*** Dataset excerpts Section Begins ***
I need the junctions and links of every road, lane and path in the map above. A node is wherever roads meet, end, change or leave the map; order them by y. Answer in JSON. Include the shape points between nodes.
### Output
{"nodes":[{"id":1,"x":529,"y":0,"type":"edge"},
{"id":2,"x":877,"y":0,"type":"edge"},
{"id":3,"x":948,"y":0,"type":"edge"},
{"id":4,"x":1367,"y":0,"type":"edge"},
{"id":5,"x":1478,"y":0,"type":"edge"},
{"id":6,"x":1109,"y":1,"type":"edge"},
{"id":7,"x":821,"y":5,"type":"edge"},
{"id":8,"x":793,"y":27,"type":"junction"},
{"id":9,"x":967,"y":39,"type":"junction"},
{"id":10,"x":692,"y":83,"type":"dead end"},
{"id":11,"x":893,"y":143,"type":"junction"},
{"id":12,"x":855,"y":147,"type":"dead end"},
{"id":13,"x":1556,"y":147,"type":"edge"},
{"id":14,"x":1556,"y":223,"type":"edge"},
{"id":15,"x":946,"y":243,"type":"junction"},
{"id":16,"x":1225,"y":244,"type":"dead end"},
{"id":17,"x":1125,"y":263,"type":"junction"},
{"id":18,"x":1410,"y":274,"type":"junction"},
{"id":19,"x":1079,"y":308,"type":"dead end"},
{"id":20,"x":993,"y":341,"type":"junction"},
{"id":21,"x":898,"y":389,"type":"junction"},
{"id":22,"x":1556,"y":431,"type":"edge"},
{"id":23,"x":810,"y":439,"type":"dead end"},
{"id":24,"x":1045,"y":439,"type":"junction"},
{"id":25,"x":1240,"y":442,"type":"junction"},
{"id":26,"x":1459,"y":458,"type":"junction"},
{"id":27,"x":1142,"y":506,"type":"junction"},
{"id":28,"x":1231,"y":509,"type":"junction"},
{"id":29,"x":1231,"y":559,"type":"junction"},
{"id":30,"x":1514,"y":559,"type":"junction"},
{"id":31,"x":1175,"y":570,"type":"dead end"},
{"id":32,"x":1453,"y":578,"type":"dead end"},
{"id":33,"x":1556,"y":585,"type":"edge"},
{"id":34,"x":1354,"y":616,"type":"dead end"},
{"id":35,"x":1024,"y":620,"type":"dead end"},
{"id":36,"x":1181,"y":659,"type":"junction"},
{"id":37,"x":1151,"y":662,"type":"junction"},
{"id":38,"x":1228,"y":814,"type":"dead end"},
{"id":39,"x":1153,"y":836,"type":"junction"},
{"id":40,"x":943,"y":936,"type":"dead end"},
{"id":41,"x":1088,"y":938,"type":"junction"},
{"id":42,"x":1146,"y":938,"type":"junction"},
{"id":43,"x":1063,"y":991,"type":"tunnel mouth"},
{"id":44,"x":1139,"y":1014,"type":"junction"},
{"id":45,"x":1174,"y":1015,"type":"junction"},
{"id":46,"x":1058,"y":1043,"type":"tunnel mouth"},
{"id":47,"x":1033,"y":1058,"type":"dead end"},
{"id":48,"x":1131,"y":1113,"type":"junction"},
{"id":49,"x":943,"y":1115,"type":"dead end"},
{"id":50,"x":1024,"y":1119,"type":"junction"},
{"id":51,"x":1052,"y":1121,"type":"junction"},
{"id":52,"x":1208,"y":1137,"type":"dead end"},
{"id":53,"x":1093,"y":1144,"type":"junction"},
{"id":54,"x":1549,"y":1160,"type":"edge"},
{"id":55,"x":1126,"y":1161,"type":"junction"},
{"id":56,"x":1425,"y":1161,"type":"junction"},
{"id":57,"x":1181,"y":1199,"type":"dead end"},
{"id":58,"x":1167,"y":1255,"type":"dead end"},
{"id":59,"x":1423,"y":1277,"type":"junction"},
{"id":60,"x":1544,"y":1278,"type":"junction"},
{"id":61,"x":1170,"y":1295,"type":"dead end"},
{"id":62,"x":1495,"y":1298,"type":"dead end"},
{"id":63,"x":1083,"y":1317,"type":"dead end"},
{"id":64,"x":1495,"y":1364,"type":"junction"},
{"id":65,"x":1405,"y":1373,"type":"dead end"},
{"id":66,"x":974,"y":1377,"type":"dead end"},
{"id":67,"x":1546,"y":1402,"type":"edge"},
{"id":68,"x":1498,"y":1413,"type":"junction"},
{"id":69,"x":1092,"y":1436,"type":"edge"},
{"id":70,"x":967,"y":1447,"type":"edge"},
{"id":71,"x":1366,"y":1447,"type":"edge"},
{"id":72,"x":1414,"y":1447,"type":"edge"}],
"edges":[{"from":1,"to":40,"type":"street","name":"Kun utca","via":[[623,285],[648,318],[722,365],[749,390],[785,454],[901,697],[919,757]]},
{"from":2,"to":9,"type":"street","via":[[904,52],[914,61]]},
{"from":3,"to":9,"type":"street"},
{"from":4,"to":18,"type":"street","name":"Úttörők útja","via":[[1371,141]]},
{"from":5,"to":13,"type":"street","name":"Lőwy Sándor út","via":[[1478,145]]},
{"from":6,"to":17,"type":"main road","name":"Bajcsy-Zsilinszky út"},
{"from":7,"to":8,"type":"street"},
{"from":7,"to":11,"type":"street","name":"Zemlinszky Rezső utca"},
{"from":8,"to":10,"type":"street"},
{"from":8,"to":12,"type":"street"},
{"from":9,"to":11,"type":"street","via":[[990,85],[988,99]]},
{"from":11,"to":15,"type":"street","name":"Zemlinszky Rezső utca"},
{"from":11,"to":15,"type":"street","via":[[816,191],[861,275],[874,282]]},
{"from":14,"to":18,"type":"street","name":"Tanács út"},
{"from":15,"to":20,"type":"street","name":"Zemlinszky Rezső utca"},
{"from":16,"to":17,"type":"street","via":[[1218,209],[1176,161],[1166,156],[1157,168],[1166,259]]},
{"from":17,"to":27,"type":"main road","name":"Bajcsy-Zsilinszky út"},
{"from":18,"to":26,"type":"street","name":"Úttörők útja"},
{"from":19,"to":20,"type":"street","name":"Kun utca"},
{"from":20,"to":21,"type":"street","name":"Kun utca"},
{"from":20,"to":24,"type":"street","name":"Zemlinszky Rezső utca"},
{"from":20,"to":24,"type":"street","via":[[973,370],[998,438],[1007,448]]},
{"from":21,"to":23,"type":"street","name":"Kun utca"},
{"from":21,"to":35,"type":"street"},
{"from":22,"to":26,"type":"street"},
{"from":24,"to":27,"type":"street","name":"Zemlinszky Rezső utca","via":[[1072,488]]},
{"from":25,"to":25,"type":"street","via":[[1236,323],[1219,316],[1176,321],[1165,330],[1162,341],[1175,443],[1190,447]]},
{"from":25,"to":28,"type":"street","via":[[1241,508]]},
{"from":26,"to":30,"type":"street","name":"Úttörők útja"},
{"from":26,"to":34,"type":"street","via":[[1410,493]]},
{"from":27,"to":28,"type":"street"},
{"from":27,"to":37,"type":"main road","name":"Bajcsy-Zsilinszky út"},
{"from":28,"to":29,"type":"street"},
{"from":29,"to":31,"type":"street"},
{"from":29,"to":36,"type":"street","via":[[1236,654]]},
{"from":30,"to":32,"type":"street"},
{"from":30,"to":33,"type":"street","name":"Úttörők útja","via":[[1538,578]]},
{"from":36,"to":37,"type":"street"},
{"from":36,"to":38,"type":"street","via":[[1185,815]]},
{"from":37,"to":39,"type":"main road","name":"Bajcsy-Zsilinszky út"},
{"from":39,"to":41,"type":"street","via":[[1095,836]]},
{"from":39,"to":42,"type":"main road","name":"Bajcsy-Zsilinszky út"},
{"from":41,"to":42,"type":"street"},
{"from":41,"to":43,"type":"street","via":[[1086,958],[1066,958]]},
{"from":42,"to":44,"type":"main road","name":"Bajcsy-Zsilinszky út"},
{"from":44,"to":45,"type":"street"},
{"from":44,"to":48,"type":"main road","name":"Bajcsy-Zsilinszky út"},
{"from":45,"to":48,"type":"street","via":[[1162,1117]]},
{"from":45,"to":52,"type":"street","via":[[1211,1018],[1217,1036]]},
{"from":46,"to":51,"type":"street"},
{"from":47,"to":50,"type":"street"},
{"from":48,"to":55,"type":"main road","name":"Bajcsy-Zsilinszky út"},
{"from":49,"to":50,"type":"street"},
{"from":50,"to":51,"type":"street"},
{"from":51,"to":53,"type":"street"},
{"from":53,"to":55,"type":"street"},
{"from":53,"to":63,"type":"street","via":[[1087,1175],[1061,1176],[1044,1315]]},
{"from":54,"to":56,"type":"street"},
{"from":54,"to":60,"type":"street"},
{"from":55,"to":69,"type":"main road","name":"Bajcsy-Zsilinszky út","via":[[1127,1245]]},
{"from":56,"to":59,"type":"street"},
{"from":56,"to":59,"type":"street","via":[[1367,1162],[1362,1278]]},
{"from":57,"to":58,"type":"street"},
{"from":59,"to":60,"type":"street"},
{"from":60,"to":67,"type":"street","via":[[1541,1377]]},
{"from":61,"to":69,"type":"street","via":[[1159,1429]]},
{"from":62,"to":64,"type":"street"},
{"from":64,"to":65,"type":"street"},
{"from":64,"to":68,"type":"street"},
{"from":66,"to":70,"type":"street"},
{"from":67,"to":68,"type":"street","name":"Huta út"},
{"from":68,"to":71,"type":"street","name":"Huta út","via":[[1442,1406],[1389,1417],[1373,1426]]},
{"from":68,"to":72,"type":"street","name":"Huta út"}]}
*** Dataset excerpts Section Ends ***
## What you need to do:
Each line in the records above that contains the word "útja" must be copied.

## Final answer:
{"from":4,"to":18,"type":"street","name":"Úttörők útja","via":[[1371,141]]},
{"from":18,"to":26,"type":"street","name":"Úttörők útja"},
{"from":26,"to":30,"type":"street","name":"Úttörők útja"},
{"from":30,"to":33,"type":"street","name":"Úttörők útja","via":[[1538,578]]},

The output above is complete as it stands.